Deepening the conversation

But since the founding of the page in February 2013, that mission has become a greater challenge. Recently, some confessions have taken on “more serious materials,” Sam noted, adding that one of their challenging tasks was going through posts related to sexual assault when it garnered significant campus attention in April. At the time, it was “harder to make the judgment calls” due to the gravity of the issue and the high number of submissions, he said.

Some of these submissions exhibited one disadvantage of anonymous posts: “People take commentators’ comments less seriously,” Malle said. With less pressure to provide evidence and fewer repercussions for voicing opinions, readers “question the … gravity of the comment,” he said.

But for pages like Admirers, anonymity and levity seem to go hand in hand, as anonymity reinforces the entertainment value of the page, Jonathan said. “It’s a specific page with a specific purpose — a fun thing for Brown students to see and do.”

But even a seemingly harmless page like Admirers can cause discomfort.

“When I see other posts that are explicitly sexual, I personally feel uncomfortable, but when I look at the comments from the (recipient), he or she … jokes it off, so I try not to inject my personal feelings into that interaction,” Morris said.

Jo’Nella Queen Ellerbe ’15, who has received several Admirers posts, offered a different perspective.

In the spring of her sophomore year, an anonymous person, referring to the fact that she is on the women’s rugby team, inquired about her sexual orientation and relationship status. Another post this summer ended with the question, “Any chance you’re into white guys?”

Though Ellerbe found the comments somewhat flattering, she sees them as problematic and objectifying, saying they delve into things she would not “necessarily want in the public sphere without putting that out myself.”

Ellerbe raised the question of how freedom of speech can be used in ways harmful to those feeling marginalized and unsafe.

“Not to equalize the concept of this page to any larger form of oppression that people face,” she said, but the free speech argument “has been used to justify oppression towards people of marginalized identity. … That should be reevaluated.”

The Confessions page also raises questions about anonymous freedom of speech.

As the page evolved, Sam noted a trend among the posts: They were often either quirky, entertaining and absurd or serious, personal and even triggering.

Though Sam expressed some concern about sensitive content, he said he has published such posts with the trust that those who visit the page already know what to expect from it. “I’m not so worried about the readers because I know that we have a steady number of followers,” he said.

Ellerbe, on the other hand, suggested that including disclaimers or trigger warnings at the start of a post or a set of posts dealing with sensitive topics could be helpful.

While some might appreciate such warnings, Tapiero said she is drawn to these sometimes deeper posts because of their intimacy.

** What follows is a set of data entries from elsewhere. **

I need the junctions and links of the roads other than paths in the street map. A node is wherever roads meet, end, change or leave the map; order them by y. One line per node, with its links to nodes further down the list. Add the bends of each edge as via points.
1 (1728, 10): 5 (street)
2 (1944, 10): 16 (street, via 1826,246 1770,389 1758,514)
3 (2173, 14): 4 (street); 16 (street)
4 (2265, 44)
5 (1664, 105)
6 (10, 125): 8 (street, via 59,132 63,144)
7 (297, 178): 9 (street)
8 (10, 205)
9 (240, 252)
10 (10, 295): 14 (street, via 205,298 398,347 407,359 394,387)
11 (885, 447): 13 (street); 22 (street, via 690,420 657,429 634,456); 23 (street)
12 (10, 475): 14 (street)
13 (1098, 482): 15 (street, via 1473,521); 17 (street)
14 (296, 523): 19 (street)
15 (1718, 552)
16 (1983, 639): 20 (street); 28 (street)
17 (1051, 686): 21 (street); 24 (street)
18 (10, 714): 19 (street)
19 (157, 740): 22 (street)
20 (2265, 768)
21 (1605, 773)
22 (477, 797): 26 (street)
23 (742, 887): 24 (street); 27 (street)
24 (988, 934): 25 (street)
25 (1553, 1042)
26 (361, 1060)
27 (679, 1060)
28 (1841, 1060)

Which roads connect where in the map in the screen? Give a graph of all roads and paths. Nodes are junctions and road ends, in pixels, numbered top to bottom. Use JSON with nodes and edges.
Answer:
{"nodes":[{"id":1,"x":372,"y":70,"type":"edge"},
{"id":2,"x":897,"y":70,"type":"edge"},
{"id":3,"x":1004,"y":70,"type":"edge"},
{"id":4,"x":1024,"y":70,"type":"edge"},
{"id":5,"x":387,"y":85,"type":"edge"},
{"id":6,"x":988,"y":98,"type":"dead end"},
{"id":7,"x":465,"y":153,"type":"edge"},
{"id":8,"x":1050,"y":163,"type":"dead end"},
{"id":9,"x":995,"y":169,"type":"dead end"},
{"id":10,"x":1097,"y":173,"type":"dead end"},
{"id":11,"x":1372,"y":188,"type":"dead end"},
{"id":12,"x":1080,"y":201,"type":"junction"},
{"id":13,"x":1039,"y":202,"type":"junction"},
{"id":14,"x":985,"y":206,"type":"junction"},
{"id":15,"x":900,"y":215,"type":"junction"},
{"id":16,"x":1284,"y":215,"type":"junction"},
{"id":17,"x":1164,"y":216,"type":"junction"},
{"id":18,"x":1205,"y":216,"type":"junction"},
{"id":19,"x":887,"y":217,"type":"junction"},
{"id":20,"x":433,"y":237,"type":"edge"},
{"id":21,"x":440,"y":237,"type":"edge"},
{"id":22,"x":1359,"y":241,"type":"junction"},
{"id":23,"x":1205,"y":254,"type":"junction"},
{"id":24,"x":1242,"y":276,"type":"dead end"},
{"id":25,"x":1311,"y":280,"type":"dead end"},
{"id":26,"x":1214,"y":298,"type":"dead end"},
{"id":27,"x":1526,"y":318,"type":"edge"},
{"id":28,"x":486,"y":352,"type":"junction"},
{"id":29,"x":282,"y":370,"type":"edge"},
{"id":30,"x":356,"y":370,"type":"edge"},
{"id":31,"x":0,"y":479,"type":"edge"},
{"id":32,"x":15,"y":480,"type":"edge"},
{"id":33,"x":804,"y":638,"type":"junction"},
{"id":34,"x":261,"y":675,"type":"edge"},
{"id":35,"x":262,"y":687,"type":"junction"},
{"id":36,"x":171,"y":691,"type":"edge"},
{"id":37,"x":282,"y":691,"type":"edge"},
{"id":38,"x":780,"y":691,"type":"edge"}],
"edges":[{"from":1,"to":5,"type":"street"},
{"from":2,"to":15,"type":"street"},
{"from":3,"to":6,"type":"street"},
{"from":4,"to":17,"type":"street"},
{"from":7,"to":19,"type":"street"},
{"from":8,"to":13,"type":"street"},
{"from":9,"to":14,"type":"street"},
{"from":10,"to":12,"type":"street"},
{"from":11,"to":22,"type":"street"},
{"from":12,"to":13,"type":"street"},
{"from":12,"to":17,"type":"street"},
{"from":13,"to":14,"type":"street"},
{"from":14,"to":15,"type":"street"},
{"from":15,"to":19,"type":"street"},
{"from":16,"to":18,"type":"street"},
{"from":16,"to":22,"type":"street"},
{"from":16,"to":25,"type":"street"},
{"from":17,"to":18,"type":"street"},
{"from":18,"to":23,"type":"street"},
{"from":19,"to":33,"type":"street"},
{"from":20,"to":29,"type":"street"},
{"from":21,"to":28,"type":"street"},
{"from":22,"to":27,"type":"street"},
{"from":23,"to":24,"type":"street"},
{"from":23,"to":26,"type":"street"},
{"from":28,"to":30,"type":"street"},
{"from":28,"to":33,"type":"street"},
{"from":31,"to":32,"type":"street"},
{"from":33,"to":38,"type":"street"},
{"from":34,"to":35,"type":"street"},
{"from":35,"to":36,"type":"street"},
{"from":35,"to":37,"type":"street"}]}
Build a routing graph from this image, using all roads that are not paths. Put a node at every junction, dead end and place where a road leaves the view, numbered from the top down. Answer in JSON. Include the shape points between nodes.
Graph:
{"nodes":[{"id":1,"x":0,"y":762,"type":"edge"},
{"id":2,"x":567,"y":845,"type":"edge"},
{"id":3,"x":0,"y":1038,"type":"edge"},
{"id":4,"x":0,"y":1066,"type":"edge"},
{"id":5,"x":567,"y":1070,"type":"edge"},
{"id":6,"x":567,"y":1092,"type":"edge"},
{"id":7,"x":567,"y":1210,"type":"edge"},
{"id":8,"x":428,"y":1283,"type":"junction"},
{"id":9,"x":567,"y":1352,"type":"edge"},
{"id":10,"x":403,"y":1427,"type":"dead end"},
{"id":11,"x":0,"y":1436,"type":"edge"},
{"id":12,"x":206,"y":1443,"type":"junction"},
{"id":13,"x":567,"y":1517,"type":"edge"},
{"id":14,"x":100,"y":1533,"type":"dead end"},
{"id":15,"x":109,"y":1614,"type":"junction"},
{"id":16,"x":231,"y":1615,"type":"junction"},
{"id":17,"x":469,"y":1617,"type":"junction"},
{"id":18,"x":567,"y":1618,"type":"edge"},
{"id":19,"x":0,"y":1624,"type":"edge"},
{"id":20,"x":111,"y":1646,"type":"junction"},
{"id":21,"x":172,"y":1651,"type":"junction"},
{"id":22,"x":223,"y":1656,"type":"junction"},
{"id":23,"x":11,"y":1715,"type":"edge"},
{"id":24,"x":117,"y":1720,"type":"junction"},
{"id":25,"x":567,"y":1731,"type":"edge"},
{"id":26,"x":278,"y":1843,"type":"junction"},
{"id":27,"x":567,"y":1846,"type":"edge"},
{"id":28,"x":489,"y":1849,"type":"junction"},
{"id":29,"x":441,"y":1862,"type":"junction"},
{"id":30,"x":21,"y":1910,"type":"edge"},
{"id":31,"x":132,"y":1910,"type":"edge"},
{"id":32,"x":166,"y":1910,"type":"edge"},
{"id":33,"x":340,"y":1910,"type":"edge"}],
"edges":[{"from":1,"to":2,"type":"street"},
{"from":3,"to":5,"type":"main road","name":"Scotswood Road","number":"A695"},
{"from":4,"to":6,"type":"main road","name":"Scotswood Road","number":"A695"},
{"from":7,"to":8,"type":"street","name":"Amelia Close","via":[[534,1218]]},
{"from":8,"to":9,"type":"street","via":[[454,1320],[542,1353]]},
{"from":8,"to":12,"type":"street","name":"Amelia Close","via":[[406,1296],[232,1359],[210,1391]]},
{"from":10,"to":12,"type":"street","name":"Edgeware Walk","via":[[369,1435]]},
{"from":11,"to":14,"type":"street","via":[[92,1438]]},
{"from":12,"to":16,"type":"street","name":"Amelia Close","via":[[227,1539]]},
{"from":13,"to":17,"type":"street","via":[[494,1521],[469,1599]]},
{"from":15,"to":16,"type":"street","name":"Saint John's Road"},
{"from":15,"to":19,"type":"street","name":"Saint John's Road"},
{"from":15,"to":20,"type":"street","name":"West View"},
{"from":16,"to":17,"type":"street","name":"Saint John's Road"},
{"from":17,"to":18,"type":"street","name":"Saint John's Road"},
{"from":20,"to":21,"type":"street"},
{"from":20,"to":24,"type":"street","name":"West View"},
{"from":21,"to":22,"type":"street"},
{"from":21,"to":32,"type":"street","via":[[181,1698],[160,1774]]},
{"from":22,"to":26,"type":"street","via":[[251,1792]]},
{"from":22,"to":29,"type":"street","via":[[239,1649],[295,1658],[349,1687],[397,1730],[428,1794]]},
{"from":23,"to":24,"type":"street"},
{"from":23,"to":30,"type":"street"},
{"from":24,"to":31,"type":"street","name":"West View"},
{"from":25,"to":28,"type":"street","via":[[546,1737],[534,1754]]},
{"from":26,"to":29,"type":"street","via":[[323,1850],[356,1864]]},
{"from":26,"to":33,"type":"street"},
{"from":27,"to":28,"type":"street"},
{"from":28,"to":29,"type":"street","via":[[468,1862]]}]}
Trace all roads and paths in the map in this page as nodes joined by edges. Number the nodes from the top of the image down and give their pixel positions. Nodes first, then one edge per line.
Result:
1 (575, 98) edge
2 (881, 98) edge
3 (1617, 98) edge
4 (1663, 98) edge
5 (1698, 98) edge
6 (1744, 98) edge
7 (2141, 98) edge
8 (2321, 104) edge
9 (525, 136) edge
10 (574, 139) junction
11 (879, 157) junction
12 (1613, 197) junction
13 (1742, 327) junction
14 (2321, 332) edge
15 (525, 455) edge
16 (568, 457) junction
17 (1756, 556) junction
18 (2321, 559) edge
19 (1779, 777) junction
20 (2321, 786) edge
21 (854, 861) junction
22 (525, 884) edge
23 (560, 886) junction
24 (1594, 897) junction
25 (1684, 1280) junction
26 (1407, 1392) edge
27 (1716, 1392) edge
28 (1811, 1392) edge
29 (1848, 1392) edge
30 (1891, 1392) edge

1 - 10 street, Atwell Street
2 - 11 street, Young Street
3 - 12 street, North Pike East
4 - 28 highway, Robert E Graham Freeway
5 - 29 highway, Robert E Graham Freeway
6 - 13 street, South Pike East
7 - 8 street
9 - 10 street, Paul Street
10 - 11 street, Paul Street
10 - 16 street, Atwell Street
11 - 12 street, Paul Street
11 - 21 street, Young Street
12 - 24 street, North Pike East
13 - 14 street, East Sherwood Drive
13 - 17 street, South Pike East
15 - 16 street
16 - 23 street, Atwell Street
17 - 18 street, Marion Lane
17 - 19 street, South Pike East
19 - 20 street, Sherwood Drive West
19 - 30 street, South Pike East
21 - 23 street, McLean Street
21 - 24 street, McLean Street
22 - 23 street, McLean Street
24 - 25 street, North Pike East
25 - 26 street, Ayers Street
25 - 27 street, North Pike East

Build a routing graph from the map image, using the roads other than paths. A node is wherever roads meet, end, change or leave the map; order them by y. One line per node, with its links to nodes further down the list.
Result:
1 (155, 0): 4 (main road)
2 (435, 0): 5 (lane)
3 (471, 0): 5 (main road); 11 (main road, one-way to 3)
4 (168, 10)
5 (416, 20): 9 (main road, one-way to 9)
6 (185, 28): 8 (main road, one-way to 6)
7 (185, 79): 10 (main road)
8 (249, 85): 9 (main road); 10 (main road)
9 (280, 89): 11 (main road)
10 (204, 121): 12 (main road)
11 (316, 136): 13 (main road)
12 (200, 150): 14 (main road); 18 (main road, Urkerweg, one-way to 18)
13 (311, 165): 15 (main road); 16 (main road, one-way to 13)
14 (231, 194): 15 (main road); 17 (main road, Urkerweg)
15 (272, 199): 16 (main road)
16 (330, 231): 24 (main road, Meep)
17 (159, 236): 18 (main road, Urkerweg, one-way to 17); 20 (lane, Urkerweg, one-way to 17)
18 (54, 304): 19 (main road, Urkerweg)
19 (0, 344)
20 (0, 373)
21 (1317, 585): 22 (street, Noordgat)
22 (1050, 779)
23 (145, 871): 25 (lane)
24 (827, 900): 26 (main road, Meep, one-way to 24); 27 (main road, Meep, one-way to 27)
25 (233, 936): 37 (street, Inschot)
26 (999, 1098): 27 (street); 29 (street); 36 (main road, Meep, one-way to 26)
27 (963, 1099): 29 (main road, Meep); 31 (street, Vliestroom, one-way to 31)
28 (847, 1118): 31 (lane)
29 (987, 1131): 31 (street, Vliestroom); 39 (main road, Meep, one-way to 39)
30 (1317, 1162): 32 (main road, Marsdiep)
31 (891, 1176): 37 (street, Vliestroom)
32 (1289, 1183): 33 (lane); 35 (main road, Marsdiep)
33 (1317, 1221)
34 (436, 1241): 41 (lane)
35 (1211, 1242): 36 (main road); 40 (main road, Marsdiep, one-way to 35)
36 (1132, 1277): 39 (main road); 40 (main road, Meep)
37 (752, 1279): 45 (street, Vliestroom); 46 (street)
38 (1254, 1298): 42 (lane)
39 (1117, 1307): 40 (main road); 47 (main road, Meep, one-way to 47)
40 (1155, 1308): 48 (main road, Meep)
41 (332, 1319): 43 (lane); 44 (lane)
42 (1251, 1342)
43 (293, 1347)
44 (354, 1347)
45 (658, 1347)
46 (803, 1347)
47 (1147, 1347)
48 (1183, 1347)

Recalling a post in which a person disclosed his struggle with a constant and profound feeling of loneliness, Tapiero said, “That’s what I feel sometimes.”

“When you read a post that resonates with you and has gotten 200 likes, … those 200 people agree to some extent,” she said.

“It reminds you that we’re all sharing this one human experience.”

 

A lasting imprint

And this positivity toward the pages — whether due to feelings of companionship, flattery or catharsis — is exactly what the founders hope for.

Though Janover acknowledged that the Compliments page has recently received and published fewer posts than it did when it was first created, he still considers the page a success.

“Something like this can leave an impression even if it doesn’t last forever,” he said. “It becomes part of your Brown experience.”

And some newer pages, such as Brunonian Crushes and Brown University Micro/Aggressions, that springboarded off the model of Admirers, Compliments and Confessions may leave a similar impression.

“Even if those sites went away,” Tapiero said, “they’re still things that people are thinking in their minds.”

  • Timothy

    Haha, “the Compliments page has recently received and published fewer posts than it did when it was first created”? There hasn’t been a single post since May!